Strona główna • Puchar Świata

Andrzej Wąsowicz: Sprawa Wisły nie jest sprawą przegraną

Sporo zamieszania wśród polskich kibiców i działaczy wywołał wstępny kalendarz Pucharu Świata na sezon 2011/12, który nie uwzględniał obiecanych wcześniej przez FIS zawodów Pucharu Świata w Wiśle. Jak się jednak okazuje szanse, że skocznia w Malince zorganizuje konkurs PŚ nadal są.


Z pierwszych informacji wynikało, że brak skoczni imienia Adama Małysza w kalendarzu PŚ spowodowany jest, tym iż, według oceny FIS, Wisła najzwyczajniej nie jest przygotowana do organizacji imprezy takiej rangi.

Jak jednak informuje Dziennik Zachodni pojawiają się sygnały mówiące o tym, że wykreślenie Wisły spowodowane było stanowiskiem przedstawicieli Zakopanego, według których termin planowanych beskidzkich zawodów nie jest odpowiedni.
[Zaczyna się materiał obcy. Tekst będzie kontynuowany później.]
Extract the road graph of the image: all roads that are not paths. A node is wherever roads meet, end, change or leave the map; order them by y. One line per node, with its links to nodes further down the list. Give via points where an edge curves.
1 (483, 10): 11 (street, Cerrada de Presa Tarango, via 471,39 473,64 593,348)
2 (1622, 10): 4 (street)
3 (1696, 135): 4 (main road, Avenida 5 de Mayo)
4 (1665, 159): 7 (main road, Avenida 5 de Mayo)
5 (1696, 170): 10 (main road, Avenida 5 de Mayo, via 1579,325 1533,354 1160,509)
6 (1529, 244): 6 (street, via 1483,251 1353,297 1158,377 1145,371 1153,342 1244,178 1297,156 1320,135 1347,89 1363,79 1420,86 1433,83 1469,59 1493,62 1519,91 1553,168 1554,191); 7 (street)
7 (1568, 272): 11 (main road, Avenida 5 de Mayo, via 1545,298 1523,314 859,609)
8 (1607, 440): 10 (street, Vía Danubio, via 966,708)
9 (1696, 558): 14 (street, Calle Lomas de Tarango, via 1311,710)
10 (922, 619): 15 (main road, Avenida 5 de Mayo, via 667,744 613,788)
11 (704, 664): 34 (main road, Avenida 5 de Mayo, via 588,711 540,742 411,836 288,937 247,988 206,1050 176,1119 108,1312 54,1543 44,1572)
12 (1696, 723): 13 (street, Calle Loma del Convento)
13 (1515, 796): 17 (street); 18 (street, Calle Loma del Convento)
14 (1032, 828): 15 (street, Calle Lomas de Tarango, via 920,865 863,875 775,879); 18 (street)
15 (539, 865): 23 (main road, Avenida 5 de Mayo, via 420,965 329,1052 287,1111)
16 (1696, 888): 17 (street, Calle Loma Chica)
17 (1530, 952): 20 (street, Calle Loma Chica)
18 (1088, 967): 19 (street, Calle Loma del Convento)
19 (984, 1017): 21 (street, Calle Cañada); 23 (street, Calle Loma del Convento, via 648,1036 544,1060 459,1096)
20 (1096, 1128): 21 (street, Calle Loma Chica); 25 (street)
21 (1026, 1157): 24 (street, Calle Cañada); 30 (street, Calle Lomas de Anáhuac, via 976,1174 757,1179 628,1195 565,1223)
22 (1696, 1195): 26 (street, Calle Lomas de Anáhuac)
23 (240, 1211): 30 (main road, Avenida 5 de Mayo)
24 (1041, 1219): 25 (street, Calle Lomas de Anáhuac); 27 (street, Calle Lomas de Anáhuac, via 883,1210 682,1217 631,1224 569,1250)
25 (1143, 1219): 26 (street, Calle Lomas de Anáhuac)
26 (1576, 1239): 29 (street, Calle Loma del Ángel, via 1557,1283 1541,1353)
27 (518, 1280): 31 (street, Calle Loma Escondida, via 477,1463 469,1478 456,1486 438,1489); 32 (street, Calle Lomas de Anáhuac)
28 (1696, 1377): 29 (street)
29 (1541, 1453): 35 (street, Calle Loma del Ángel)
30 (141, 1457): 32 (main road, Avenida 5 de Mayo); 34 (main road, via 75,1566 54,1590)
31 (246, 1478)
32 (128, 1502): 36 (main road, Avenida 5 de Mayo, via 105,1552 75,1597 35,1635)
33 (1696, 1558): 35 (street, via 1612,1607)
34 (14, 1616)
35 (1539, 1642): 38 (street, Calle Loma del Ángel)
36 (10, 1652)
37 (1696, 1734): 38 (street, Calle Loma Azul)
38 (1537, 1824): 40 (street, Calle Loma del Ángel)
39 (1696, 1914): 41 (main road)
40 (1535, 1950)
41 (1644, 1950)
Według nieoficjalnych informacji Dziennika, FIS na wewnątrzpolską walkę zareagował konkretną propozycją: Malinka pojawi się w kalendarzu, jeśli do federacji wpłynie pismo podpisane przez przedstawicieli Zakopanego, Wisły i szefów Polskiego Związku Narciarskiego.

- Słyszałem o tej teorii, ale w mojej opinii to FIS próbuje się wycofać z obietnic, które być może zbyt pochopnie wygłaszał Walter Hofer podczas Letniej Grand Prix. Nam z Zakopanem współpracuje się dobrze i na pewno nie użyłbym słowa konflikt na określenie naszych stosunków - komentuje sprawę Andrzej Wąsowicz, prezes Śląsko-Beskidzkiego Związku Narciarskiego.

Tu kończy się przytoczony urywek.